It was a positive end to the week on the Australian share market, with the S&P/ASX 200 index closing 0.11% or 6.7 points higher at 6066.1. The broader All Ordinaries index also closed higher, up 0.15% or 9 points at 6148.6.

These 3 ASX real estate shares also closed higher:

Domain Holdings Australia Ltd (ASX: DHG)

The Domain share price is enjoying a huge relief rally on the back of a ‘solid’ set of half-year results, with shares closing 21% higher at $2.53. Domain hit a record low of $2.06 earlier this month as weakness in the key Melbourne and Sydney property markets hurt investor sentiment.

Domain reported flat revenue of $186 million and a net loss after tax of $156.4 million, which included a non-cash goodwill impairment of $178 million.

“In the context of current property market cyclicality, Domain delivered a strong performance in the half, with growth in average revenue per listing,” Domain CEO Jason Pellegrino said.

“Today’s results are testament to Domain’s strong fundamentals and competitive strength as a leading Australian property technology and services business.”

Goodman Group (ASX: GMG)

The Goodman Group share price closed 2.6% higher today at $12.84 as the global industrial property group shows momentum on the back of yesterday’s well-received half-year results.
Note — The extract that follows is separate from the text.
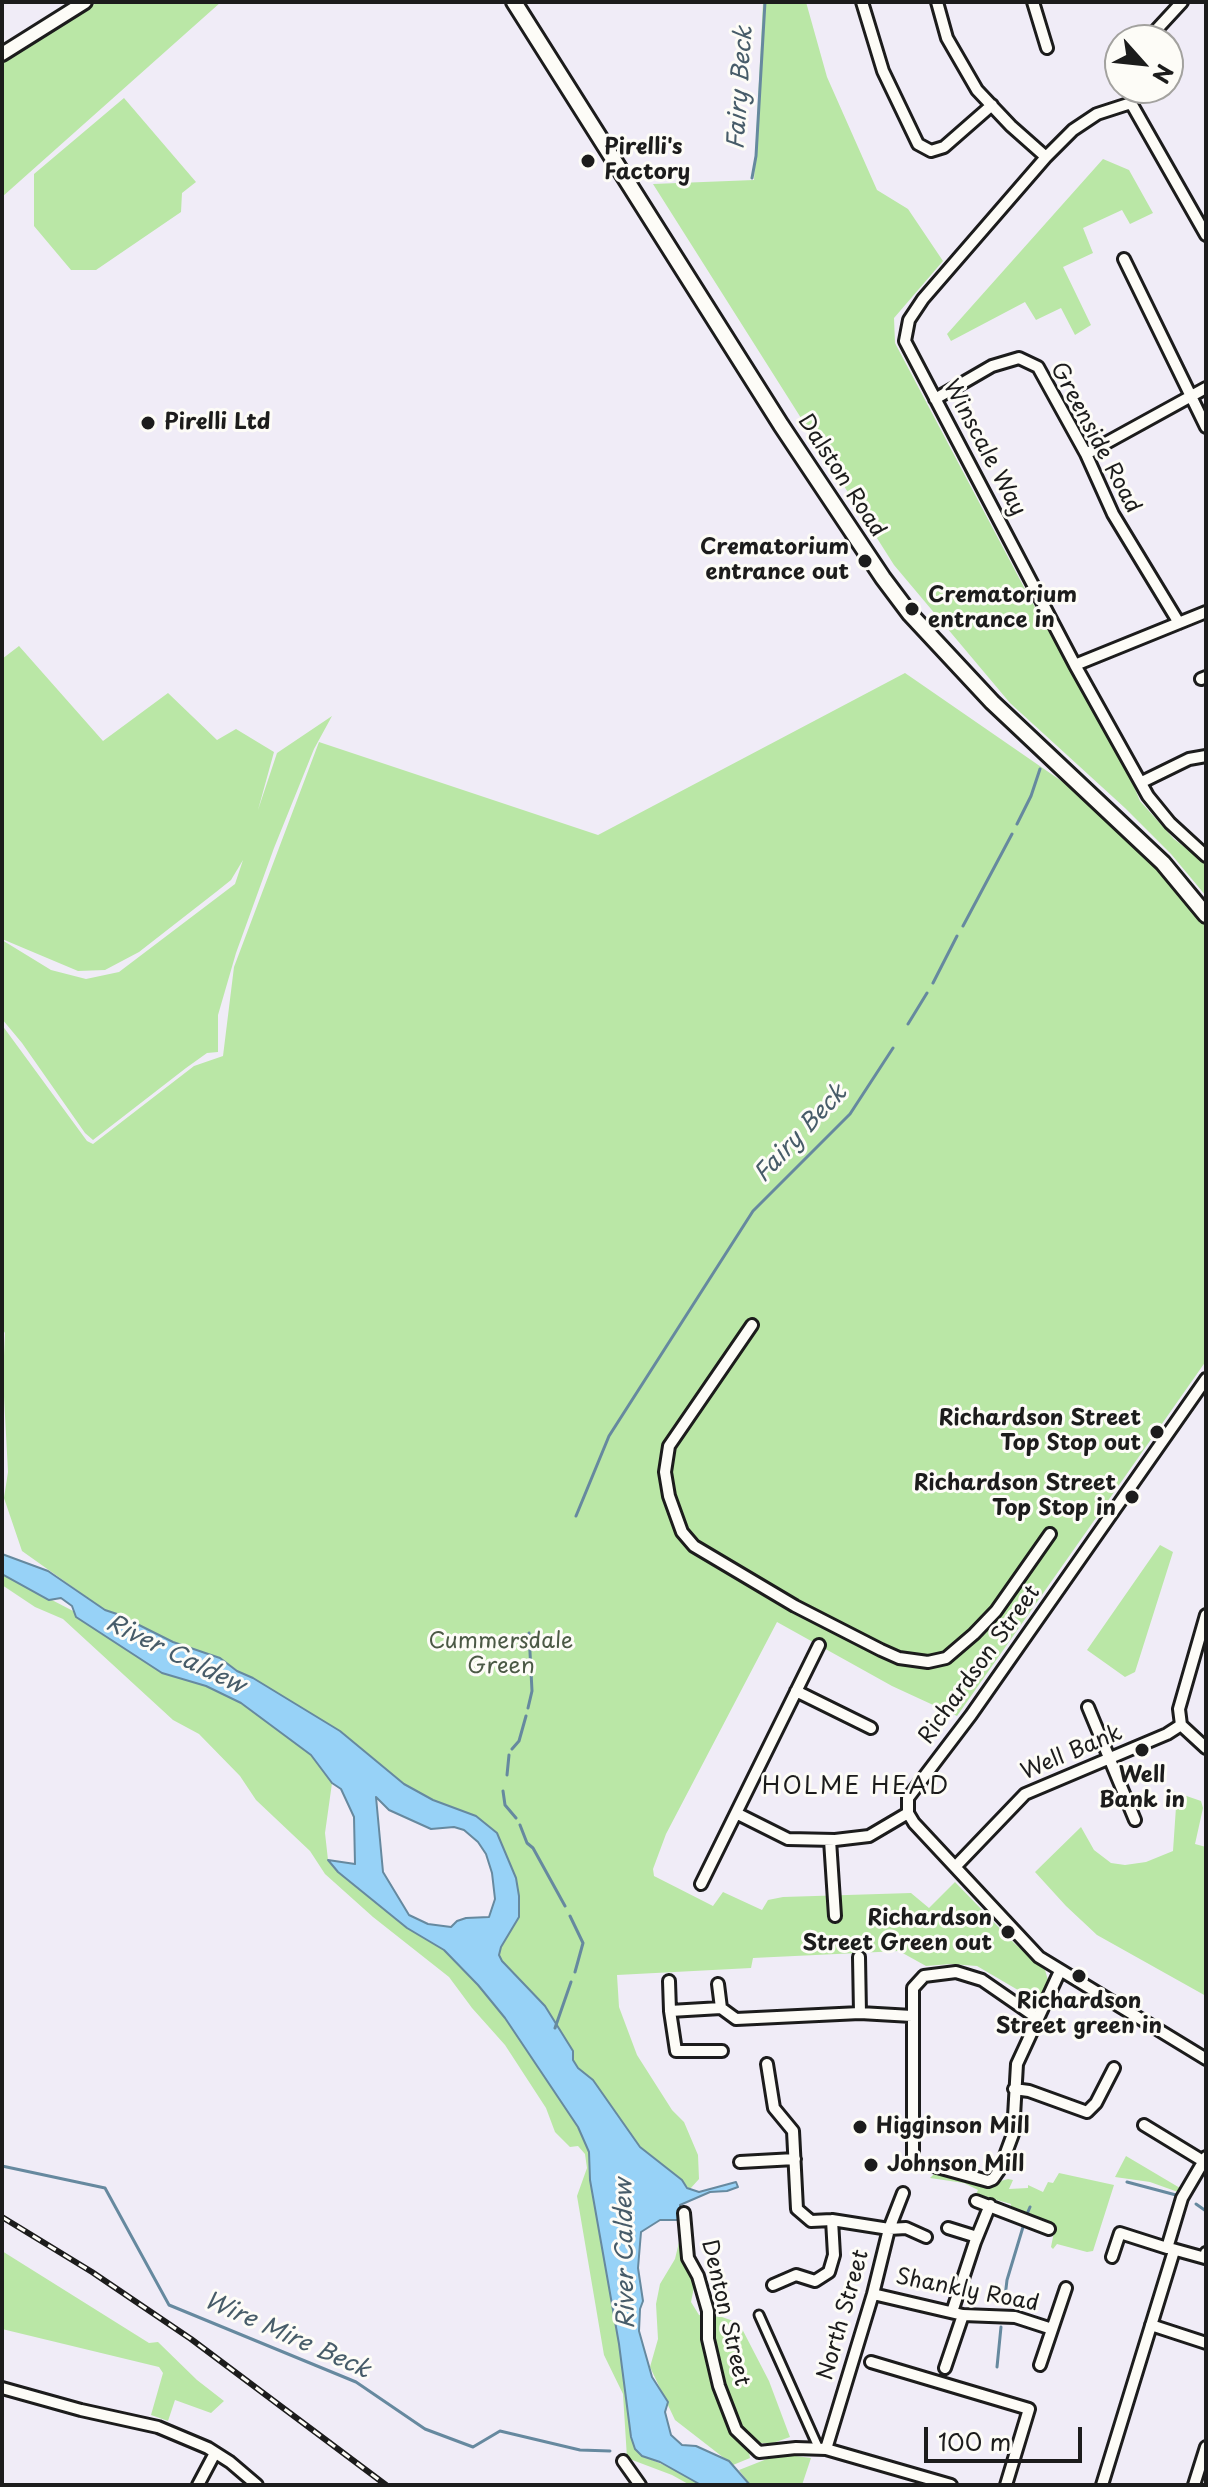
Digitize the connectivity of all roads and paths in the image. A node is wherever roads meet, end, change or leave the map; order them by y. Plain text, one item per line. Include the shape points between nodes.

The group posted an operating profit of $465 million for 1H19, up 10.4% on the previous corresponding period. This strong first-half performance led to management upwardly revising its full-year EPS guidance to 51.1 cents.

Goodman Group is a global industrial property group which owns, develops and manages industrial real estate. The Group aims to invest and develop in quality assets located in major urban centres.

REA Group Limited (ASX: REA)

The REA Group share price lifted 2.66% to $78.02 today. Alongside its rival Domain, REA bounced back after the company’s warned of a negative outlook alongside the release of its half-year results last Friday.

In its interim results, the online advertising company posted 15% revenue growth and a 20% increase in net profit from core operations. These results were achieved in spite of “challenging” market conditions which caused lower volumes of listings and fewer new dwelling announcements.

REA warned that market conditions are not expected to improve in the short term and that revenue growth is expected to be lower in the second half of the fiscal year.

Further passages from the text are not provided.